Feb 2024 — Sep 2024 Submitted to University [TUHH]

GitHub Copilot, an AI-driven code completion tool developed by OpenAI, has revolutionized the way developers write code. However, with great power comes great responsibility. In my recent project, I set out to examine the security and privacy aspects of Copilot, focusing on its vulnerability to specific types of attacks and weaknesses.

Abstract

The use of Large Language Models has become an integral part of day-to-day life for many individuals, especially in coding and software development. Despite their widespread adoption by developers, there is still not enough evidence on whether these models generate code that replicates samples from their training datasets. Our study explores how LLMs, particularly black-box code generation models like GitHub Copilot, handle code generation, whether they replicate their training data, and if they fix or introduce vulnerabilities in their output; across various contexts of same input. We analysed over 14,250 code snippets generated by the LLM using 1694 prompt files across eight different variants. We found that the LLM replicates the code exactly as it is in its training data 18.59% of the time. This is because the model replicates vulnerabilities present in its training data. In parallel, we collected 7159 data points, detailing the files on GitHub OSS repositories where the code was found. Additionally, the LLM fails to address the well-known vulnerabilities in the input prompt 50.78% of the time, sometimes leading to the injection of additional vulnerabilities. We observed that the LLM introduced vulnerabilities 58.16% of the cases with 87 unique CWE injections apart from the well-known input vulnerabilities. These vulnerabilities, including SQL injection, poor input validation, and weak cryptographic practices, pose significant risks if the generated code is used in real-world applications. Additionally, 78.38% of the code generated is either incorrect or not executable, resulting in considerable inefficiency as developers are forced to spend time debugging. While LLMs boost productivity in many scenarios, they also present notable risks. This highlights the need for improved training methodologies to avoid training data memorisation and robust validation mechanisms to ensure LLMs can be safely integrated into development workflows without compromising security or code quality.

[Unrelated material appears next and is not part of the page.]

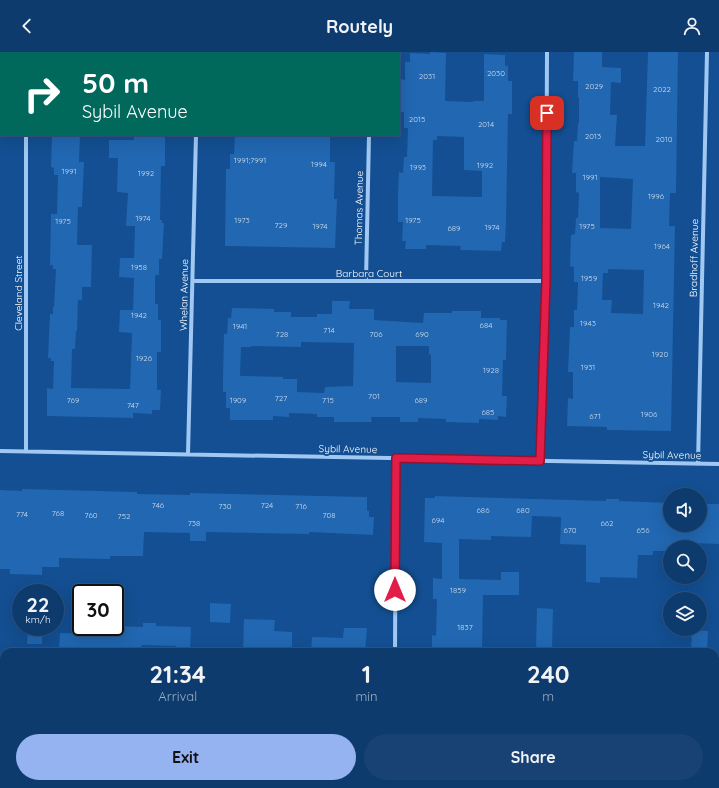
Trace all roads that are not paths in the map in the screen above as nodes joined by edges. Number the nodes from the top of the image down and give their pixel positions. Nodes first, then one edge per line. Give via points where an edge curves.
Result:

Keywords: Context-based Code generation, Large Language Models (LLMs), Vulnerabilities, Common Weakness Enumerations (CWEs), Training Data Memorisation

What I learned:

Through this project, I learned how to work independently, effectively managing my responsibilities as a working student while balancing university studies along with being dedicated to the project. This experience taught me to be analytical, accountable and reliable, ensuring that I could meet all deadlines and deliver high-quality work despite the demands of multiple commitments.

The project will be available online after the approval at the university to make it public.